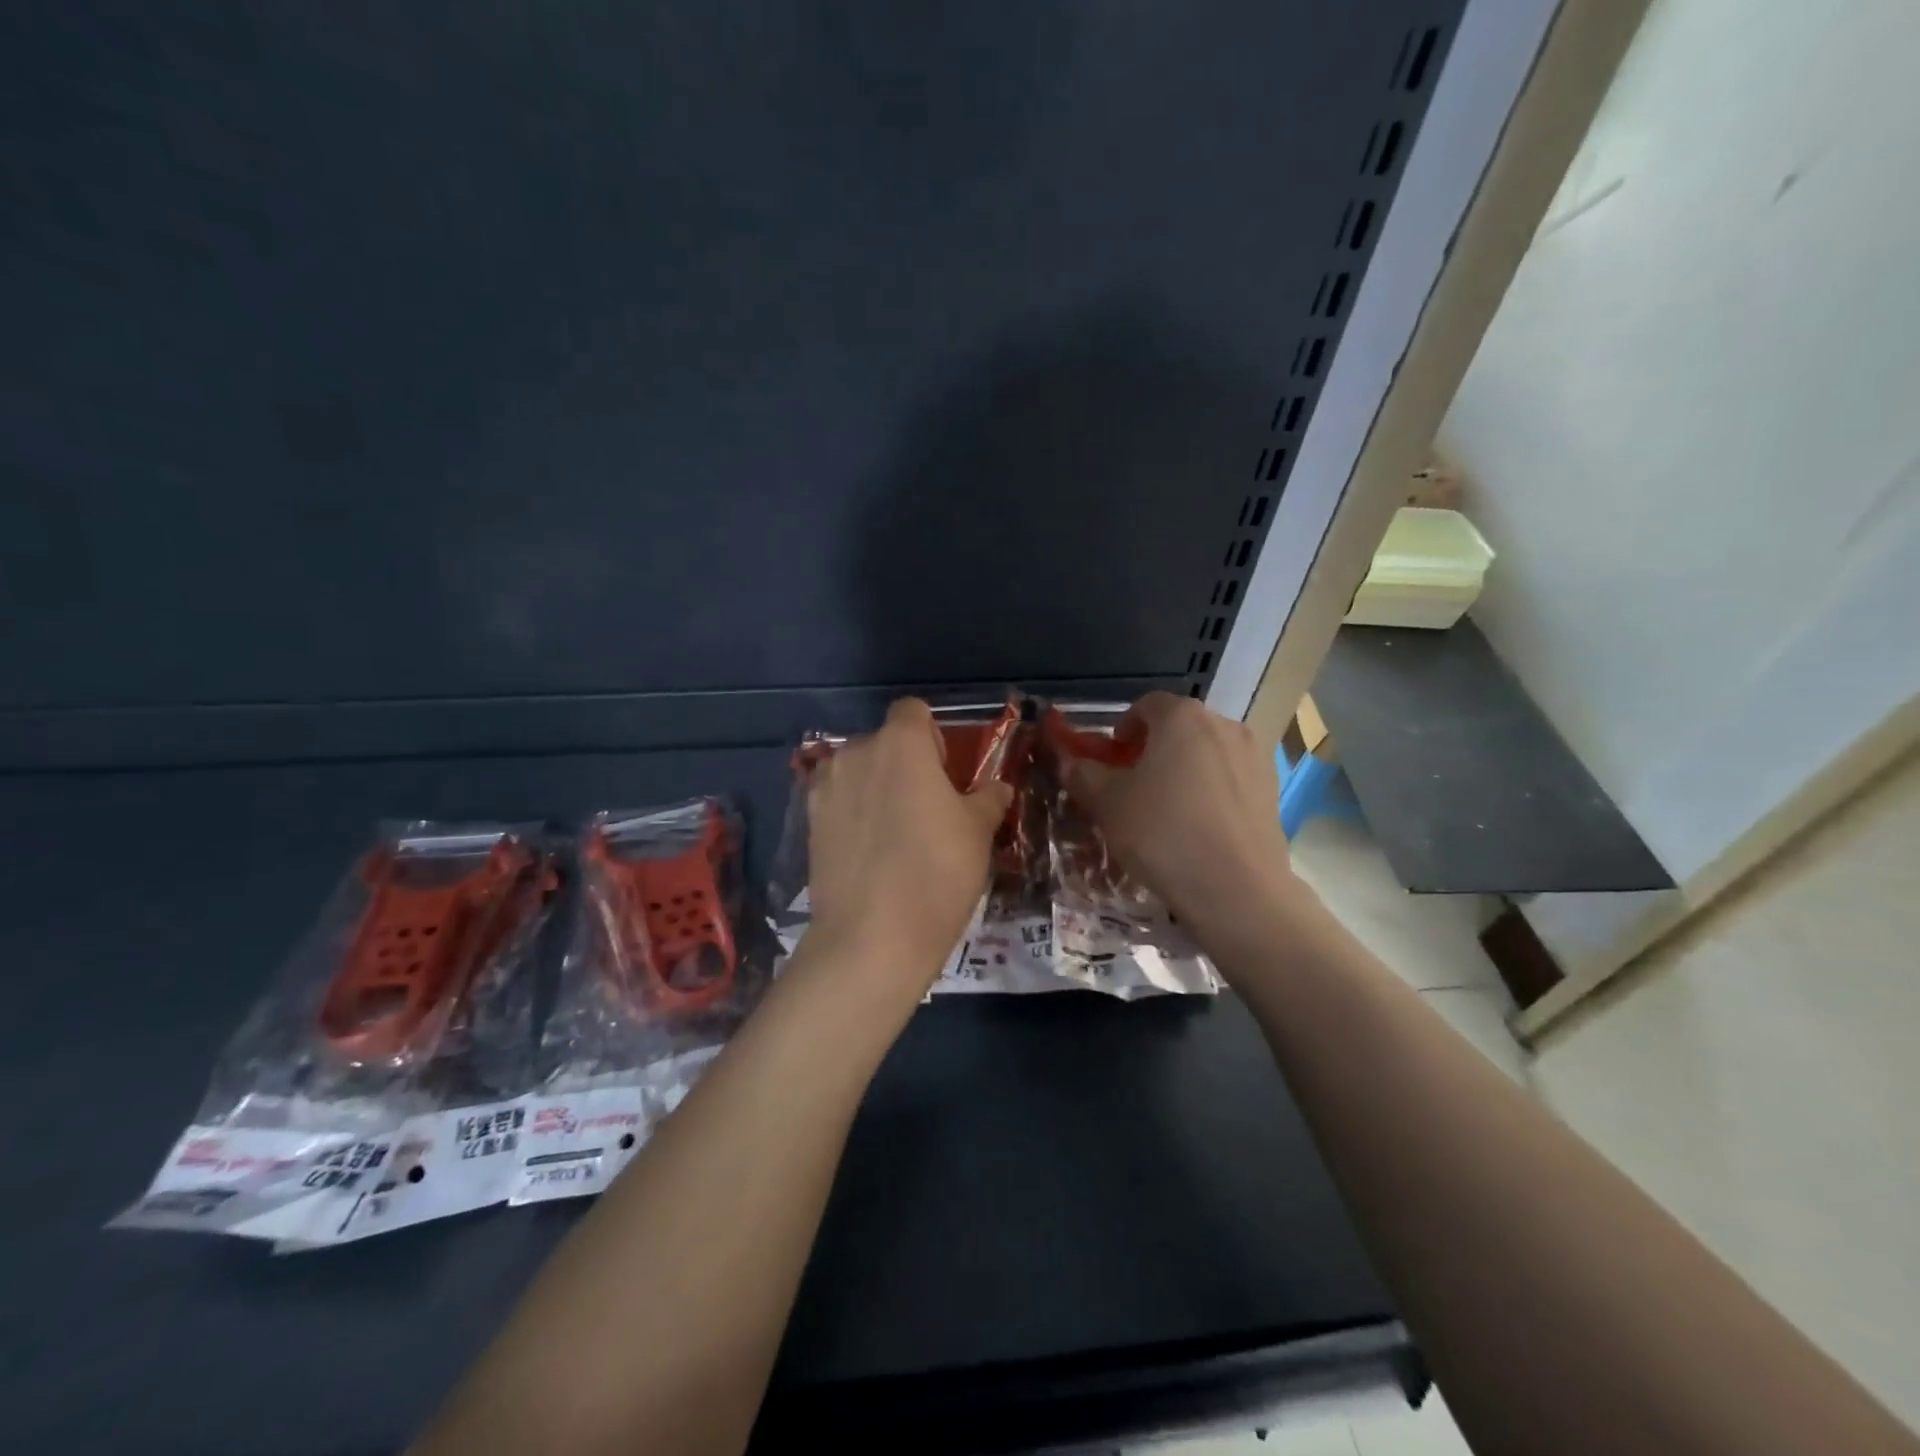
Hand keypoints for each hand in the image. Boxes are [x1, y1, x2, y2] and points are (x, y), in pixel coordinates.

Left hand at [804, 698, 1013, 994]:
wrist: (872, 937)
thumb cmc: (937, 872)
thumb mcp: (978, 832)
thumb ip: (988, 798)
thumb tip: (998, 787)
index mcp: (901, 743)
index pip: (913, 711)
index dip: (931, 735)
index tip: (944, 773)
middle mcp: (856, 752)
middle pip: (883, 742)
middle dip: (903, 764)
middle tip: (925, 808)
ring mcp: (826, 787)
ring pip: (858, 771)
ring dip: (876, 787)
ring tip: (894, 833)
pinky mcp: (809, 821)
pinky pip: (838, 801)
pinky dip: (853, 813)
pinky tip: (868, 852)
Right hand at [1063, 692, 1294, 933]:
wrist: (1236, 889)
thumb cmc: (1163, 834)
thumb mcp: (1108, 804)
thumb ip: (1085, 775)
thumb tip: (1073, 764)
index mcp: (1182, 717)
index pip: (1146, 705)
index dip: (1123, 727)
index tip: (1112, 757)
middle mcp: (1224, 725)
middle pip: (1180, 727)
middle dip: (1154, 748)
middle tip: (1134, 784)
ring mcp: (1254, 757)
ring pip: (1207, 753)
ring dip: (1184, 769)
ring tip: (1168, 809)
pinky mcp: (1272, 790)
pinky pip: (1230, 779)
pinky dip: (1211, 791)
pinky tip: (1199, 827)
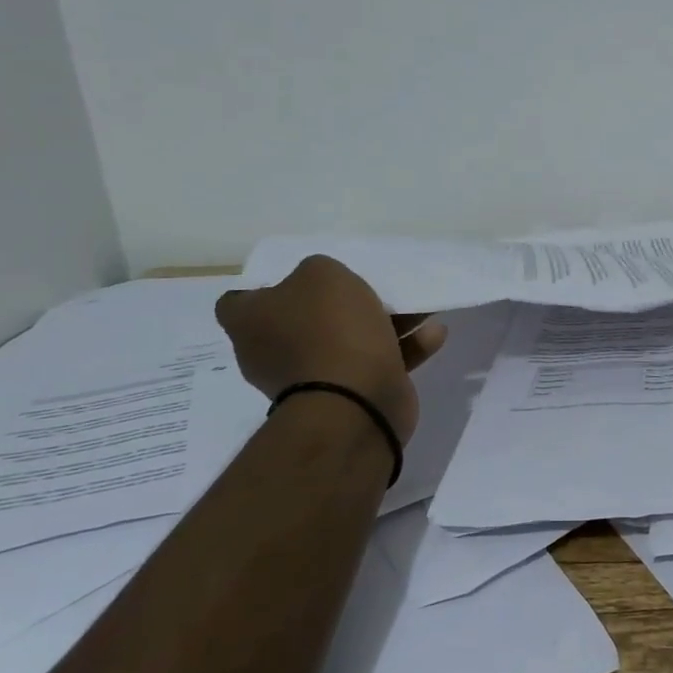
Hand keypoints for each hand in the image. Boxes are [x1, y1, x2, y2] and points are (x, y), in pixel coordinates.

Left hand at [214, 255, 447, 439]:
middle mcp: (272, 352)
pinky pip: (377, 363)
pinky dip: (403, 348)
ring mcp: (312, 378)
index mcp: (252, 323)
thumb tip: (321, 285)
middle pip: (303, 319)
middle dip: (336, 304)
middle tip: (365, 286)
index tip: (299, 276)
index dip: (266, 285)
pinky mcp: (350, 396)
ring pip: (347, 340)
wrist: (356, 403)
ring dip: (383, 322)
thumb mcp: (322, 274)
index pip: (238, 300)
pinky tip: (434, 332)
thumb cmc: (329, 331)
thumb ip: (318, 269)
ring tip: (417, 306)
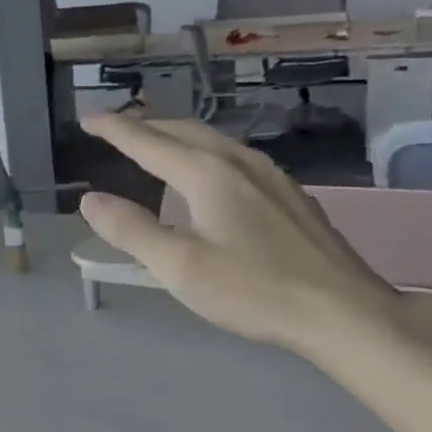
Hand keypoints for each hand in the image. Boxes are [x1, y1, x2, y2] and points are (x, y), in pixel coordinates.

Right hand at [79, 114, 428, 357]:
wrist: (345, 312)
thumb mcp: (179, 266)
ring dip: (176, 136)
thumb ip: (131, 230)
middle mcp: (238, 162)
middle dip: (144, 125)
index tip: (86, 118)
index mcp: (207, 173)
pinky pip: (233, 157)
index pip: (147, 141)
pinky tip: (209, 175)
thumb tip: (91, 200)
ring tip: (155, 144)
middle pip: (182, 130)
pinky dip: (203, 154)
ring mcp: (271, 175)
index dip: (113, 128)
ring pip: (212, 141)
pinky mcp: (290, 195)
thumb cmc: (254, 290)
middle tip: (115, 128)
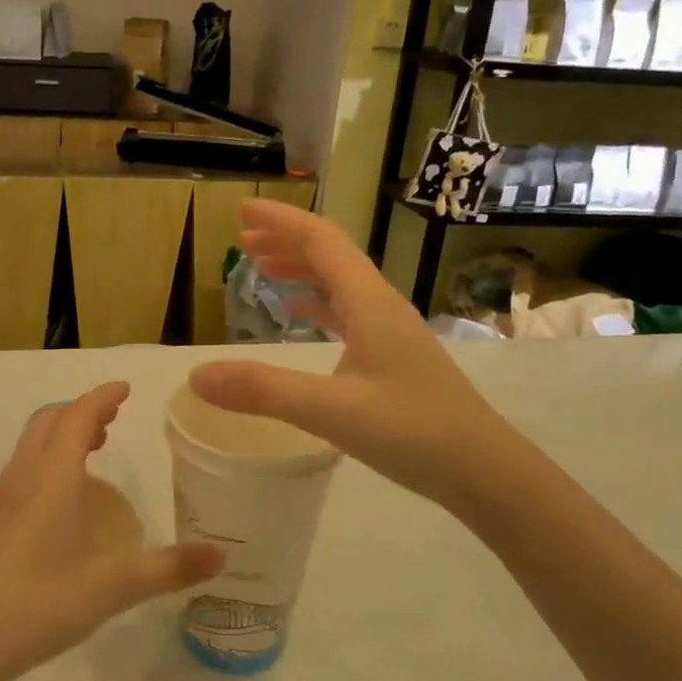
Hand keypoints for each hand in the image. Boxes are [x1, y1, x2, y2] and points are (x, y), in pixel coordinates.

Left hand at [0, 383, 223, 680]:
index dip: (102, 397)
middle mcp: (23, 477)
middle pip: (49, 421)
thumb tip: (221, 556)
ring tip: (94, 446)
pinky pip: (23, 466)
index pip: (77, 416)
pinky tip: (64, 495)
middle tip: (114, 417)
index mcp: (53, 478)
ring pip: (32, 443)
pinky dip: (48, 457)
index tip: (126, 389)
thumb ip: (169, 568)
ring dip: (62, 432)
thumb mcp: (115, 587)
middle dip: (82, 410)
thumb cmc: (43, 603)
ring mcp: (2, 498)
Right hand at [189, 200, 496, 511]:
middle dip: (285, 240)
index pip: (321, 241)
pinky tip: (302, 314)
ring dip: (301, 269)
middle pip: (330, 255)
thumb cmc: (413, 432)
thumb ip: (262, 391)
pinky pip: (349, 312)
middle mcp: (381, 306)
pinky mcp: (394, 357)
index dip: (280, 221)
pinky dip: (318, 303)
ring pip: (341, 283)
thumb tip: (197, 376)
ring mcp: (391, 332)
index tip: (241, 210)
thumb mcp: (330, 410)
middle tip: (242, 239)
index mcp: (370, 303)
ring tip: (262, 268)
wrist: (484, 470)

## HOW TO COMPLETE THIS TASK
Copy nothing except the lines from the one holding "pinky tip: (302, 314)" through the last line of the data above, and return them exactly.

## WORKED SOLUTION
pinky tip: (302, 314)
ring dip: (301, 269)
middle pip: (330, 255)
thumb cmc: (413, 432)
thumb ip: (262, 391)
pinky pip: (349, 312)
middle mcp: (381, 306)
pinky mcp: (394, 357)
index dip: (280, 221)
pinky dip: (318, 303)
ring pip: (341, 283)
thumb tip: (197, 376)
ring mcp: (391, 332)
index tip: (241, 210)
thumb mcp: (330, 410)
middle tip: (242, 239)
index mcp: (370, 303)
ring tip: (262, 268)
wrist: (484, 470)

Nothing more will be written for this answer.